EXERCISE AIM: Look for "CHÂTILLON" in each line of the records, and copy the lines that have it.

Top of DATA FOR THE TASK

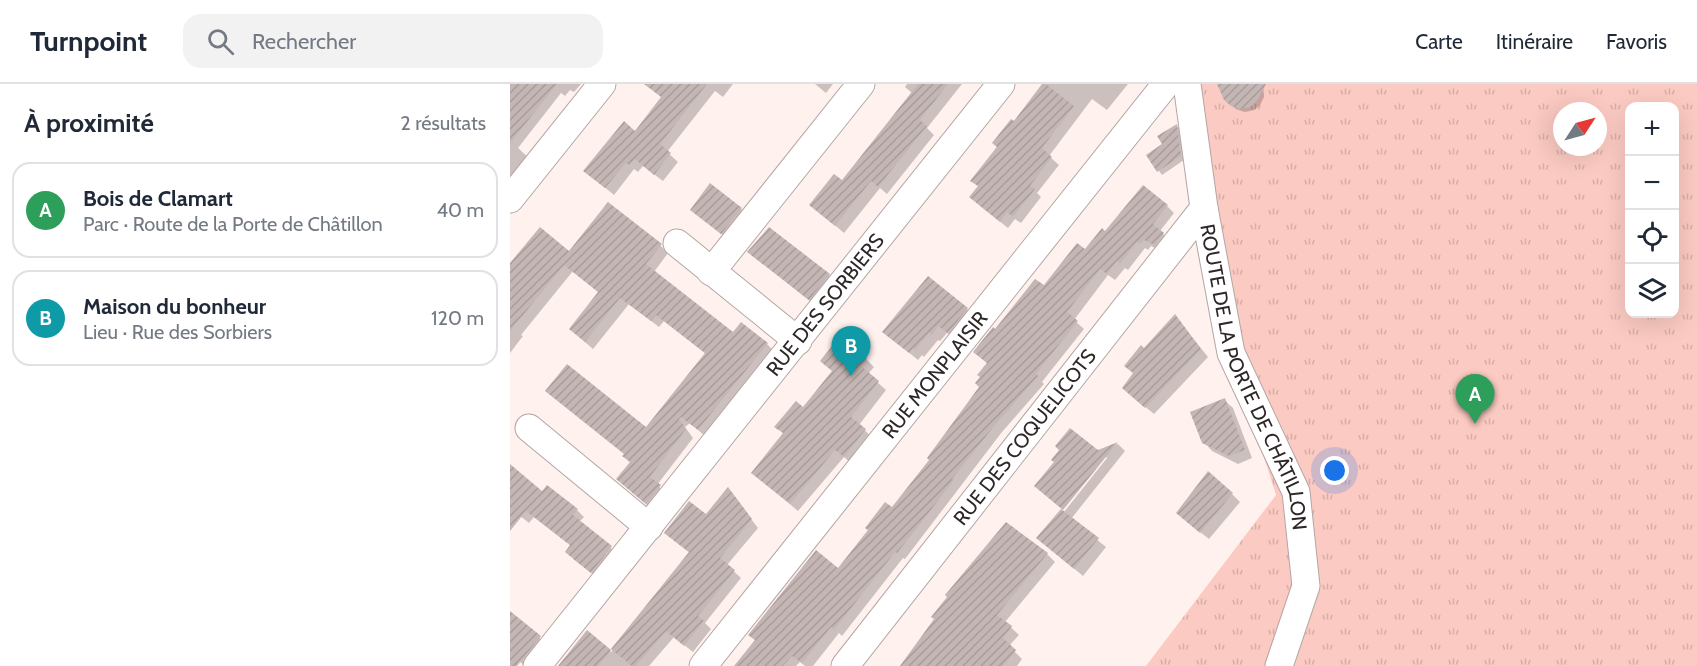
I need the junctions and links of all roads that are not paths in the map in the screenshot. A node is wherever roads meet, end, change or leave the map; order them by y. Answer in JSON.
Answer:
{"nodes":[{"id":1,"x":602,"y":84,"type":"edge"},
{"id":2,"x":861,"y":84,"type":"edge"},
{"id":3,"x":1001,"y":84,"type":"edge"},
{"id":4,"x":1166,"y":84,"type":"edge"},
{"id":5,"x":1187,"y":84,"type":"edge"},
{"id":6,"x":510,"y":200,"type":"edge"},
{"id":7,"x":1204,"y":208,"type":"junction"},
{"id":8,"x":677,"y":243,"type":"dead end"},
{"id":9,"x":711,"y":272,"type":"junction"},
{"id":10,"x":798,"y":340,"type":"junction"},
{"id":11,"x":529,"y":428,"type":"dead end"},
{"id":12,"x":649,"y":527,"type":"junction"},
{"id":13,"x":537,"y":666,"type":"edge"},
{"id":14,"x":704,"y":666,"type":"edge"},
{"id":15,"x":845,"y":666,"type":"edge"},
{"id":16,"x":1279,"y":666,"type":"edge"}],
"edges":[{"from":1,"to":6,"type":"street"},
{"from":2,"to":9,"type":"street"},
{"from":3,"to":10,"type":"street","name":"RUE DES SORBIERS"},
{"from":4,"to":14,"type":"street","name":"RUE MONPLAISIR"},
{"from":5,"to":7,"type":"street","name":"ROUTE DE LA PORTE DE CHÂTILLON"},
{"from":7,"to":15,"type":"street","name":"RUE DES COQUELICOTS"},
{"from":7,"to":16,"type":"street","name":"ROUTE DE LA PORTE DE CHÂTILLON"},
{"from":8,"to":9,"type":"street"},
{"from":9,"to":10,"type":"street"},
{"from":10,"to":12,"type":"street","name":"RUE DES SORBIERS"},
{"from":11,"to":12,"type":"street"},
{"from":12,"to":13,"type":"street","name":"RUE DES SORBIERS"}]}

Bottom of DATA FOR THE TASK

REPLY:
{"from":5,"to":7,"type":"street","name":"ROUTE DE LA PORTE DE CHÂTILLON"},
{"from":7,"to":16,"type":"street","name":"ROUTE DE LA PORTE DE CHÂTILLON"},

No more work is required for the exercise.